Friday 29th March 2024,
Payables Place

AribaPay: Ariba and Discover Partner to Create a New B2B Payment Solution

AribaPay: Ariba and Discover Partner to Create a New B2B Payment Solution

Earlier this week I attended Ariba Live in D.C and as always, it was a great event attended by over 2,000 buyers, suppliers and various partners. I’ll be covering more of the event in part 2 of this article next week, today I wanted to focus on the exciting announcement made on May 8th,2013 regarding AribaPay. For a background on Business Networks and Payments, read this recent article on Payables Place

AribaPay is a new electronic B2B payment solution that is currently in the design phase and is planned to launch in early 2014. The solution is being developed and offered by Ariba and the Discover Network. The basic idea behind AribaPay is that it will link Discover’s existing global payment network and the foundation of the Ariba Network with the Ariba Invoice solution to deliver a secure, integrated, efficient electronic payment (ePayment) mechanism. Combined with Ariba’s other solutions (eProcurement, purchase orders, eInvoicing, etc) this will allow Ariba to offer a true end-to-end procure-to-pay solution. The Ariba Network supports approximately:

  • 1 million trading partners
  • $460 billion in spend
  • 40 million POs
  • 60 million invoices
  • 142 countries, 40 of which are invoice compliant
  • 72 currencies

The B2B payment space (especially in the US) remains hugely inefficient and costly due to the large volumes of paper-checks still being utilized by a majority of enterprises. US check volumes today remain remarkably high (by comparison, they are almost non-existent in Europe) and while electronic payment methods are slowing gaining traction, they are desperately in need of an innovative jolt. Additionally, due to these paper-based payment methods, both buyers and suppliers have had to deal with a serious lack of visibility into payments. For suppliers, a lack of sufficient remittance information and the poor level of visibility into payment processes means not knowing what is being paid and when, resulting in heightened concern around cash management and inaccurate and time-consuming reconciliation processes. On the buyer side, similar inefficiencies impact operational costs and the accuracy of cash forecasts and the general management of working capital.

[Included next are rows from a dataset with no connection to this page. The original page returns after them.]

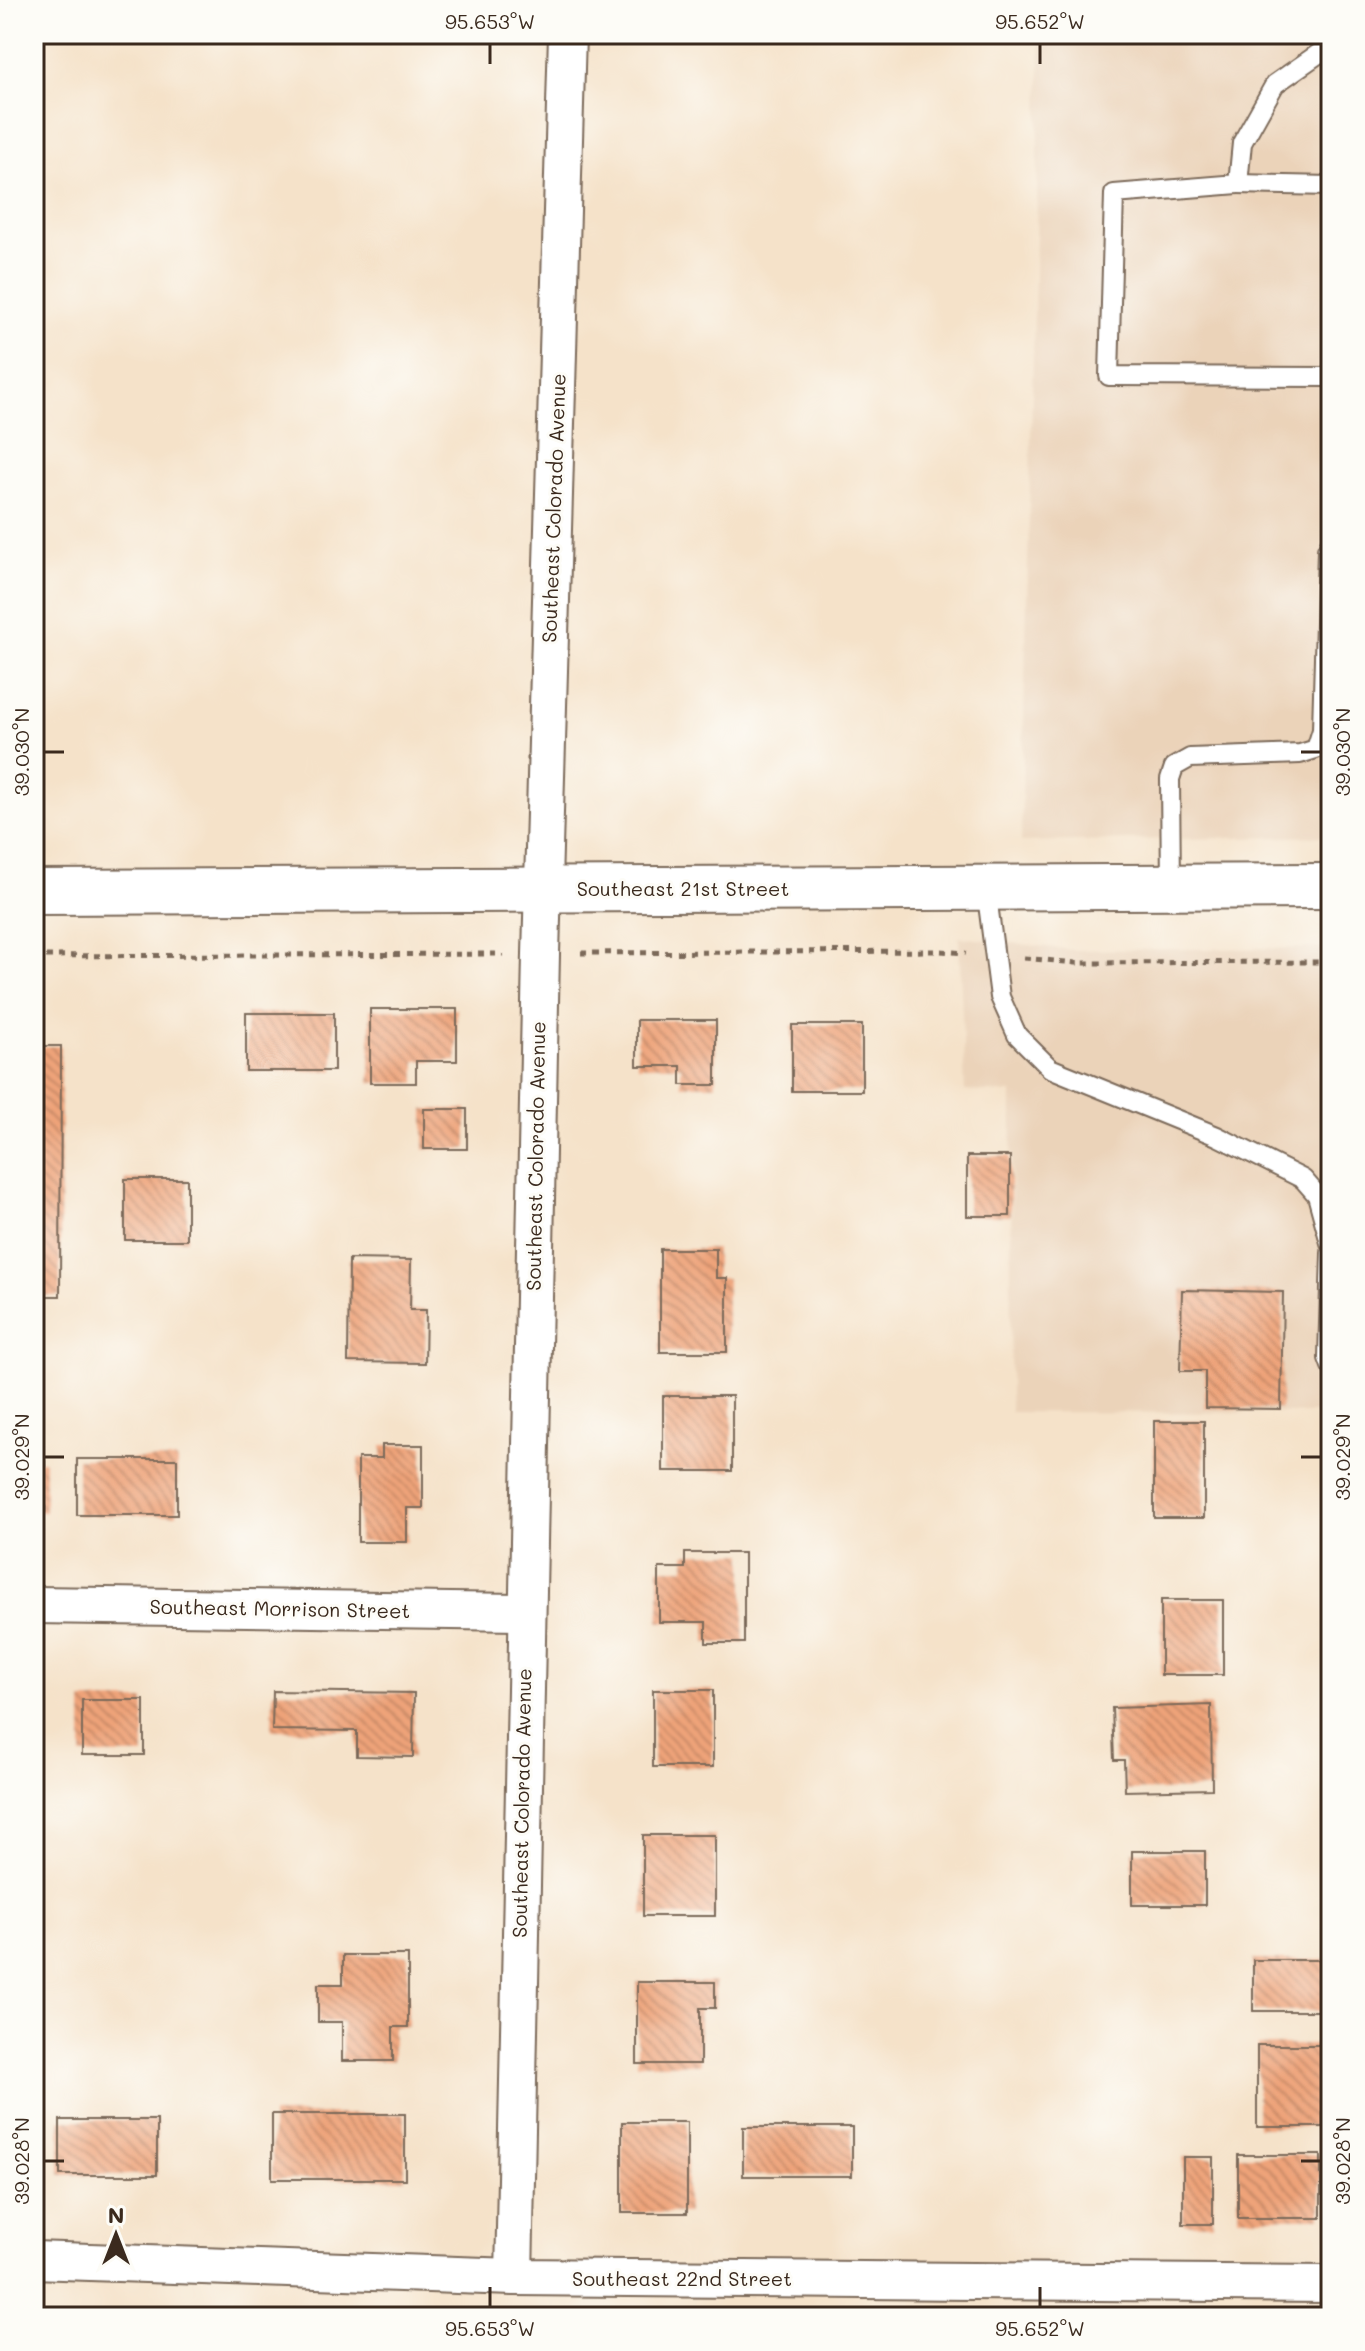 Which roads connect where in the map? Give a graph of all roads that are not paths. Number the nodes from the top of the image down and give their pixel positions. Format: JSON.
{"nodes":[{"id":1,"x":567,"y":34,"type":"edge"},
{"id":2,"x":1331,"y":45,"type":"edge"},
{"id":3,"x":1238,"y":184,"type":"junction"},
{"id":4,"x":1331,"y":186,"type":"edge"},
{"id":5,"x":1331,"y":377,"type":"edge"},
{"id":6,"x":1331,"y":542,"type":"edge"},
{"id":7,"x":1171,"y":886,"type":"junction"},
{"id":8,"x":1331,"y":886,"type":"edge"},
{"id":9,"x":986,"y":887,"type":"junction"},
{"id":10,"x":544,"y":889,"type":"junction"},
{"id":11,"x":34,"y":892,"type":"edge"},
{"id":12,"x":1331,"y":1243,"type":"edge"},
{"id":13,"x":1331,"y":1366,"type":"edge"},
{"id":14,"x":34,"y":1605,"type":"edge"},
{"id":15,"x":526,"y":1612,"type":"junction"},
{"id":16,"x":34,"y":2260,"type":"edge"},
{"id":17,"x":514,"y":2277,"type":"junction"},
{"id":18,"x":1331,"y":2284,"type":"edge"}],
"edges":[{"from":1,"to":10,"type":"street","name":"Southeast Colorado Avenue"},
{"from":2,"to":3,"type":"lane"},
{"from":3,"to":4,"type":"lane"},
{"from":3,"to":5,"type":"lane"},
{"from":6,"to":7,"type":"lane"},
{"from":7,"to":8,"type":"main road","name":"Southeast 21st Street"},
{"from":7,"to":9,"type":"main road","name":"Southeast 21st Street"},
{"from":9,"to":10,"type":"main road","name":"Southeast 21st Street"},
{"from":9,"to":12,"type":"lane"},
{"from":10,"to":11,"type":"main road","name":"Southeast 21st Street"},
{"from":10,"to":15,"type":"street","name":"Southeast Colorado Avenue"},
{"from":12,"to":13,"type":"lane"},
{"from":14,"to":15,"type":"street","name":"Southeast Morrison Street"},
{"from":15,"to":17,"type":"street","name":"Southeast Colorado Avenue"},
{"from":16,"to":17,"type":"street","name":"Southeast 22nd Street"},
{"from":17,"to":18,"type":"street","name":"Southeast 22nd Street"}]}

Those interested in this topic should watch for Ardent Partners’ soon-to-be published annual AP-themed benchmark report, ePayables 2013: AP’s New Dawn which includes insightful data around the B2B payments space. As part of this report, I interviewed various AP and finance professionals including one global payments director of a multinational CPG company who said that his company moved off paper checks a while ago and that it was one of the best decisions they made, however, the US still remains the largest opportunity to improve B2B payments (and they have suppliers in over 150 countries). This is the case for many US enterprises no matter what size.

How will AribaPay work?

Firstly, I think it is important to note that AribaPay will be available to all Ariba Network buyers and their suppliers, regardless of ERP or current payment method (i.e., don’t have to be an SAP customer or change banking relationships). AribaPay is not a commercial card product and no card agreement will be required to accept AribaPay payments. In fact, Ariba and Discover both likened this new payment platform to ACH from a pricing and ease of use standpoint, but with the inclusion of expanded remittance advice. Discover’s role will be to deliver a secure and trusted payments infrastructure to facilitate transactions.

A buying organization that is on the Ariba Network will be able to initiate an ePayment of an invoice directly from its bank account. The payment will be directed into the supplier’s (who will be enabled on the network) bank account via the Discover Network. All bank account information will be maintained by the suppliers in the Discover Network infrastructure, and any changes in bank accounts will be managed there as well. This ensures that buying organizations avoid managing supplier banking info and the potential liability from holding this sensitive information.

Once suppliers are enabled to receive payments via AribaPay, they will be able to accept payments from any buyer on the Ariba Network. This is traditionally where other ePayment methods have faced challenges and it will be interesting to see how easy and cost effective it will be for suppliers to be enabled on AribaPay.

Regarding remittance information, for buyers and suppliers who send and receive purchase orders and invoices through the Ariba Network, AribaPay will automatically contain rich remittance information that links back to POs and invoices. According to Ariba, with the remittance information provided, suppliers will have visibility into what is being paid and when enabling more accurate and efficient reconciliations and reducing the amount of supplier inquiries to AP. AribaPay will look to provide real-time “track & trace” capabilities, allowing suppliers to know exactly when a payment will be made and how much (e.g., supplier will know if the buyer intends to short-pay).

AribaPay promises to be an exciting and innovative solution that attacks the main pain points around B2B payments and it has the potential to give the market the jolt that’s needed to accelerate a larger migration to electronic payments. Given the size of the network, the opportunity that is in front of Ariba and Discover is tremendous.